Intervista di Carlotta Bonura, Giovanna Calabrese e Leonardo Ostuni* Il curatore e critico d’arte Lorenzo Madaro ha iniziato da giovanissimo a esplorare i padiglioni della Biennale di Venezia e a scrivere di arte contemporanea sulle pagine pugliesi di Repubblica. Attualmente...

Veduta della mostra Umberto Bignardi. Sperimentazioni visuali a Roma (1964-1967), a cura di Lorenzo Madaro, Galleria Bianconi, Milano.

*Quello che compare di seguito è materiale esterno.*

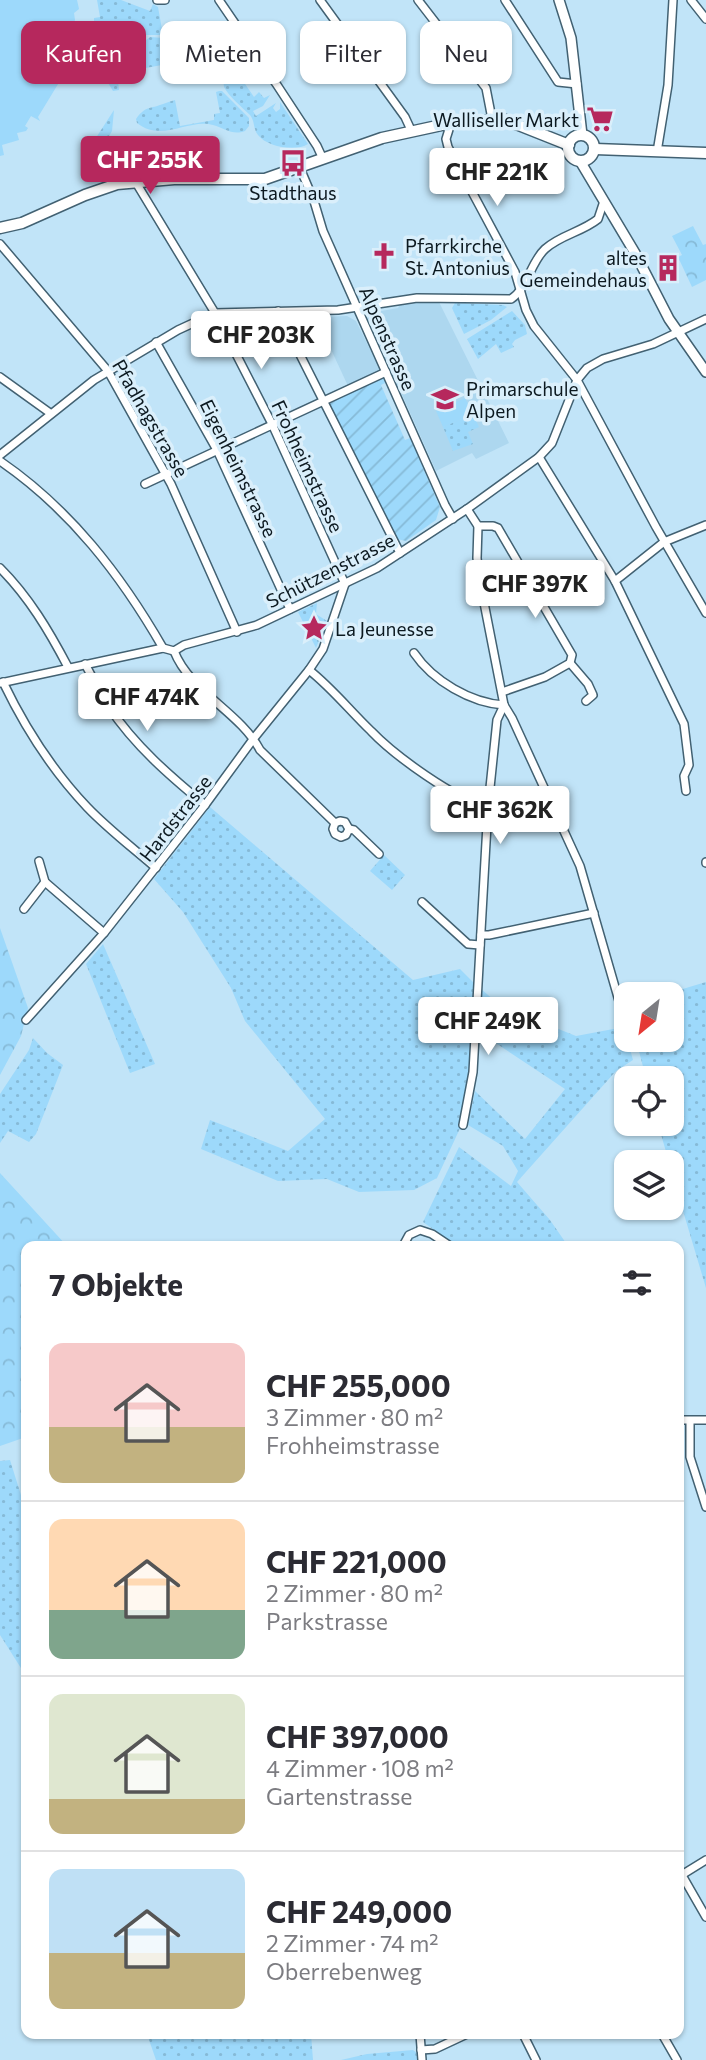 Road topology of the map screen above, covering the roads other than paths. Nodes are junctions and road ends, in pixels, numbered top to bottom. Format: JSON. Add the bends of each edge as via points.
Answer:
{"nodes":[{"id":1,"x":157,"y":0,"type":"edge"},
{"id":2,"x":165,"y":0,"type":"edge"},
{"id":3,"x":219,"y":0,"type":"edge"},
{"id":4,"x":320,"y":0,"type":"edge"},
{"id":5,"x":418,"y":0,"type":"edge"},
{"id":6,"x":505,"y":0,"type":"edge"},
{"id":7,"x":559,"y":0,"type":"edge"},
{"id":8,"x":673,"y":0,"type":"edge"},
{"id":9,"x":691,"y":0,"type":"edge"},
{"id":10,"x":706,"y":19,"type":"edge"},
{"id":11,"x":578,"y":83,"type":"junction"},
{"id":12,"x":492,"y":119,"type":"junction"},
{"id":13,"x":451,"y":123,"type":"junction"},
{"id":14,"x":411,"y":130,"type":"junction"},
{"id":15,"x":582,"y":135,"type":"junction"},
{"id":16,"x":569,"y":145,"type":"junction"},
{"id":17,"x":594,"y":149,"type":"junction"},
{"id":18,"x":657,"y":152,"type":"junction"},
{"id":19,"x":706,"y":153,"type":"edge"},
{"id":20,"x":323,"y":159,"type":"junction"},
{"id":21,"x":580,"y":161,"type":"junction"},
{"id":22,"x":300,"y":168,"type":"junction"},
{"id":23,"x":135,"y":181,"type":"junction"},
{"id":24,"x":604,"y":201,"type":"junction"},
{"id":25,"x":0,"y":228,"type":"edge"},
{"id":26,"x":0,"y":244,"type":"edge"},
{"id":27,"x":521,"y":289,"type":"junction"},
{"id":28,"x":357,"y":308,"type":"junction"},
{"id":29,"x":278,"y":311,"type":"junction"},
{"id":30,"x":215,"y":313,"type":"junction"},
{"id":31,"x":706,"y":319,"type":"edge"},
{"id":32,"x":678,"y":333,"type":"junction"},
{"id":33,"x":156,"y":342,"type":"junction"},
{"id":34,"x":108,"y":371,"type":"junction"},
{"id":35,"x":386,"y":372,"type":"junction"},
{"id":36,"x":706,"y":372,"type":"edge"},
{"id":37,"x":0,"y":377,"type":"edge"},
{"id":38,"x":577,"y":380,"type":"junction"},
{"id":39,"x":323,"y":401,"type":"junction"},
{"id":40,"x":50,"y":413,"type":"junction"},
{"id":41,"x":272,"y":424,"type":"junction"},
{"id":42,"x":217,"y":450,"type":"junction"},
{"id":43,"x":0,"y":455,"type":"edge"},
{"id":44,"x":539,"y":457,"type":"junction"},
{"id":45,"x":0,"y":461,"type":"edge"},
{"id":46,"x":166,"y":474,"type":"junction"},
{"id":47,"x":145,"y":484,"type":"dead end"},
{"id":48,"x":467,"y":509,"type":"junction"},
{"id":49,"x":453,"y":519,"type":"junction"},
{"id":50,"x":706,"y":525,"type":"edge"},
{"id":51,"x":478,"y":526,"type":"junction"},
{"id":52,"x":664,"y":542,"type":"junction"},
{"id":53,"x":400,"y":553,"type":"junction"},
{"id":54,"x":0,"y":568,"type":"edge"},
{"id":55,"x":615,"y":580,"type":"junction"},
{"id":56,"x":345,"y":584,"type":"junction"},
{"id":57,"x":290,"y":610,"type":"junction"},
{"id":58,"x":706,"y":613,"type":"edge"},
{"id":59,"x":237,"y":632,"type":"junction"},
{"id":60,"x":163,"y":648,"type":"junction"},
{"id":61,"x":174,"y":651,"type":"junction"},
{"id":62,"x":414,"y":653,"type":"dead end"},
{"id":63,"x":570,"y":663,"type":"junction"},
{"id":64,"x":85,"y":664,"type":"junction"},
{"id":65,"x":68,"y":667,"type":"junction"},
{"id":66,"x":309,"y":670,"type":"junction"},
{"id":67,"x":2,"y":683,"type":"edge"},
{"id":68,"x":502,"y":692,"type":"junction"},
{"id":69,"x":586,"y":701,"type":"dead end"},
{"id":70,"x":504,"y":705,"type":"junction"},
{"id":71,"x":254,"y":738,"type":"junction"},
{"id":72,"x":686,"y":791,"type":"dead end"},
{"id":73,"x":205,"y":805,"type":"junction"},
{"id":74,"x":488,"y":807,"type":"junction"},
{"id":75,"x":335,"y":823,"type":"junction"},
{"id":76,"x":349,"y":829,"type":"junction"},
{"id":77,"x":380,"y":854,"type":"dead end"},
{"id":78,"x":38,"y":861,"type":"dead end"},
{"id":79,"x":156,"y":868,"type":"junction"},
{"id":80,"x":45,"y":882,"type":"junction"},
{"id":81,"x":422,"y":902,"type":"dead end"},
{"id":82,"x":24,"y":909,"type":"dead end"},
{"id":83,"x":594,"y":912,"type":"junction"},
{"id":84,"x":104,"y":933,"type":"junction"},
{"id":85,"x":481,"y":934,"type":"junction"},
{"id":86,"x":480,"y":945,"type":"junction"},
{"id":87,"x":614,"y":983,"type":"edge"},
{"id":88,"x":26,"y":1020,"type":"dead end"},
{"id":89,"x":463,"y":1125,"type":"dead end"},
{"id":90,"x":406,"y":1241,"type":"edge"},
{"id":91,"x":442,"y":1241,"type":"edge"},
{"id":92,"x":706,"y":1419,"type":"edge"},
{"id":93,"x":684,"y":1420,"type":"edge"},
{"id":94,"x":690,"y":1421,"type":"junction"},
{"id":95,"x":706,"y":1507,"type":"edge"},
{"id":96,"x":706,"y":1860,"type":"edge"},
{"id":97,"x":684,"y":1872,"type":"edge"},
{"id":98,"x":684,"y":1881,"type":"edge"},
{"id":99,"x":706,"y":1917,"type":"edge"},
{"id":100,"x":420,"y":2039,"type":"edge"},
{"id":101,"x":456,"y":2039,"type":"edge"},
{"id":102,"x":526,"y":2039,"type":"edge"},
{"id":103,"x":665,"y":2039,"type":"edge"},
{"id":104,"x":421,"y":2050,"type":"junction"},
{"id":105,"x":422,"y":2060,"type":"edge"},
{"id":106,"x":536,"y":2060,"type":"edge"},
{"id":107,"x":677,"y":2060,"type":"edge"}],
"edges":[{"from":1,"to":2,"type":"street"},
{"from":3,"to":20,"type":"street"},
{"from":4,"to":14,"type":"street"},
{"from":5,"to":12,"type":"street","via":[[486,88]]},
{"from":6,"to":11,"type":"street","via":[[558,82]]},
{"from":7,"to":11,"type":"street"},
{"from":8,"to":18,"type":"street","via":[[668,85]]},
{"from":9,"to":10,"type":"street"},
{"from":11,"to":15,"type":"street"},
{"from":12,"to":13,"type":"main road"},
{"from":12,"to":16,"type":"main road","via":[[516,122]]},
{"from":13,"to":14,"type":"main road"},
{"from":13,"to":27,"type":"street","via":[[448,147]]},
{"from":14,"to":20,"type":"main road"},
{"from":15,"to":16,"type":"main road"},
{"from":15,"to":17,"type":"main road","via":[[590,138]]},
{"from":16,"to":21,"type":"main road","via":[[570,156]]},
{"from":17,"to":18,"type":"main road"},
{"from":17,"to":21,"type":"main road","via":[[588,160]]},
{"from":18,"to":19,"type":"main road"},
{"from":20,"to":22,"type":"main road"},
{"from":21,"to":24,"type":"street"},
{"from":22,"to":23,"type":"main road","via":[[252,180]]},
{"from":22,"to":28,"type":"street","name":"Alpenstrasse"},
{"from":23,"to":25,"type":"main road","via":[[101,188]]},
{"from":23,"to":30,"type":"street","name":"Frohheimstrasse"},
{"from":24,"to":27,"type":"street","via":[[598,219],[589,227],[545,249]]},
{"from":24,"to":32,"type":"street"},
{"from":26,"to":34,"type":"street","name":"Pfadhagstrasse"},
{"from":27,"to":28,"type":"street","via":[[511,299],[417,298]]},
{"from":27,"to":38,"type":"street","via":[[534,326]]},
{"from":28,"to":29,"type":"street"},
{"from":28,"to":35,"type":"street","name":"Alpenstrasse"},
{"from":29,"to":30,"type":"street"},
{"from":29,"to":39,"type":"street"},
{"from":30,"to":33,"type":"street"},
{"from":30,"to":41,"type":"street","name":"Frohheimstrasse"},
{"from":31,"to":32,"type":"street"},
{"from":32,"to":36,"type":"street"},
{"from":32,"to":38,"type":"street","via":[[603,359]]},
{"from":33,"to":34,"type":"street"},
{"from":33,"to":42,"type":"street","name":"Eigenheimstrasse"},
{"from":34,"to":40,"type":"street"},
{"from":34,"to":46,"type":"street","name":"Pfadhagstrasse"},
{"from":35,"to":39,"type":"street"},
{"from":35,"to":49,"type":"street","name":"Alpenstrasse"},
{"from":37,"to":40,"type":"street"},
{"from":38,"to":44,"type":"street","name":"Schützenstrasse","via":[[558,432]]},
{"from":38,"to":52,"type":"street"},
{"from":39,"to":41,"type":"street"},
{"from":39,"to":53,"type":"street"},
{"from":40,"to":43,"type":"street"},
{"from":41,"to":42,"type":"street"},
{"from":41,"to":56,"type":"street","name":"Frohheimstrasse"},
{"from":42,"to":46,"type":"street"},
{"from":42,"to":57,"type":"street","name":"Eigenheimstrasse"},
{"from":44,"to":48,"type":"street","name":"Schützenstrasse"},
{"from":44,"to":55,"type":"street"},
{"from":45,"to":60,"type":"street","via":[[29,482],[91,543]]},
{"from":46,"to":47,"type":"street"},
{"from":46,"to":59,"type":"street","name":"Pfadhagstrasse"},
{"from":48,"to":49,"type":"street","name":"Schützenstrasse"},
{"from":48,"to":51,"type":"street"},
{"from":49,"to":53,"type":"street","name":"Schützenstrasse"},
{"from":50,"to":52,"type":"street"},
{"from":51,"to":63,"type":"street","via":[[493,526],[503,535],[572,655]]},
{"from":51,"to":68,"type":"street","via":[[479,577]]},
{"from":52,"to":55,"type":"street"},
{"from":52,"to":58,"type":"street"},
{"from":53,"to":56,"type":"street","name":"Schützenstrasse"},
{"from":54,"to":65,"type":"street","via":[[31,603]]},
{"from":55,"to":72,"type":"street","via":[[684,724],[689,765],[684,776]]},
{"from":56,"to":57,"type":"street","name":"Schützenstrasse"},
{"from":56,"to":66,"type":"street","name":"Hardstrasse","via":[[323,649]]},
{"from":57,"to":59,"type":"street","name":"Schützenstrasse"},
{"from":59,"to":61,"type":"street","name":"Schützenstrasse"},
{"from":60,"to":61,"type":"street"},
{"from":60,"to":64,"type":"street"},
{"from":61,"to":71,"type":"street","via":[[178,663]]},
{"from":62,"to":70,"type":"street","via":[[424,667],[452,687],[485,704]]},
{"from":63,"to":68,"type":"street"},
{"from":63,"to":69,"type":"street","via":[[593,695]]},
{"from":64,"to":65,"type":"street"},
{"from":64,"to":73,"type":"street","via":[[134,740]]},
{"from":65,"to":67,"type":"street"},
{"from":66,"to":71,"type":"street","name":"Hardstrasse"},
{"from":66,"to":74,"type":"street","via":[[373,734],[431,779]]},
{"from":67,"to":79,"type":"street","via":[[35,742],[65,782]]},
{"from":68,"to":70,"type":"street"},
{"from":70,"to":74,"type":"street","via":[[497,720]]},
{"from":70,"to":83,"type":"street","via":[[580,866]]},
{"from":71,"to":73,"type":"street","name":"Hardstrasse"},
{"from":71,"to":75,"type":"street","via":[[260,750]]},
{"from":73,"to":79,"type":"street","name":"Hardstrasse"},
{"from":74,"to":85,"type":"street"},
{"from":75,"to":76,"type":"street","via":[[345,822]]},
{"from":75,"to":76,"type":"street","via":[[338,836]]},
{"from":76,"to":77,"type":"street"},
{"from":78,"to":80,"type":"street"},
{"from":79,"to":84,"type":"street","name":"Hardstrasse"},
{"from":80,"to":82,"type":"street"},
{"from":80,"to":84,"type":"street"},
{"from":81,"to":86,"type":"street","via":[[468,944]]},
{"from":83,"to":85,"type":"street"},
{"from":83,"to":87,"type":"street"},
{"from":84,"to":88,"type":"street","name":"Hardstrasse"},
{"from":85,"to":86,"type":"street"},
{"from":86,"to":89,"type":"street","via":[[473,1072]]},
{"from":90,"to":91,"type":"street","via":[[420,1230]]},
{"from":92,"to":94,"type":"street"},
{"from":93,"to":94,"type":"street"},
{"from":94,"to":95,"type":"street","via":[[690,1457]]},
{"from":96,"to":97,"type":"street"},
{"from":98,"to":99,"type":"street"},
{"from":100,"to":104,"type":"street"},
{"from":101,"to":104,"type":"street"},
{"from":102,"to":106,"type":"street"},
{"from":103,"to":107,"type":"street"},
{"from":104,"to":105,"type":"street"}]}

Courtesy Galleria Bianconi, Milano

Intervista di Carlotta Bonura, Giovanna Calabrese e Leonardo Ostuni*

Il curatore e critico d’arte Lorenzo Madaro ha iniziato da giovanissimo a esplorare i padiglioni della Biennale di Venezia e a scrivere di arte contemporanea sulle pagine pugliesi di Repubblica. Attualmente scrive su Repubblica e Robinson, è docente di Storia dell’arte contemporanea all’Accademia di Belle Arti di Catania e collabora con diverse riviste di settore, tra cui Arte Mondadori, Artribune, Espoarte, ATP Diary. Ha curato o coordinato diverse mostre a Otranto, Lecce, Roma e Milano. È stato membro della commissione di selezione del Premio Termoli, a cura di Laura Cherubini e in mostra oggi, e direttore artistico del progetto europeo CreArt, Network of cities for artistic creation per il Comune di Lecce.
E’ stato da poco dato alle stampe da Skira il catalogo, da lui curato, della mostra ospitata al Museo RISO di Palermo di Christian Boltanski e Shay Frisch.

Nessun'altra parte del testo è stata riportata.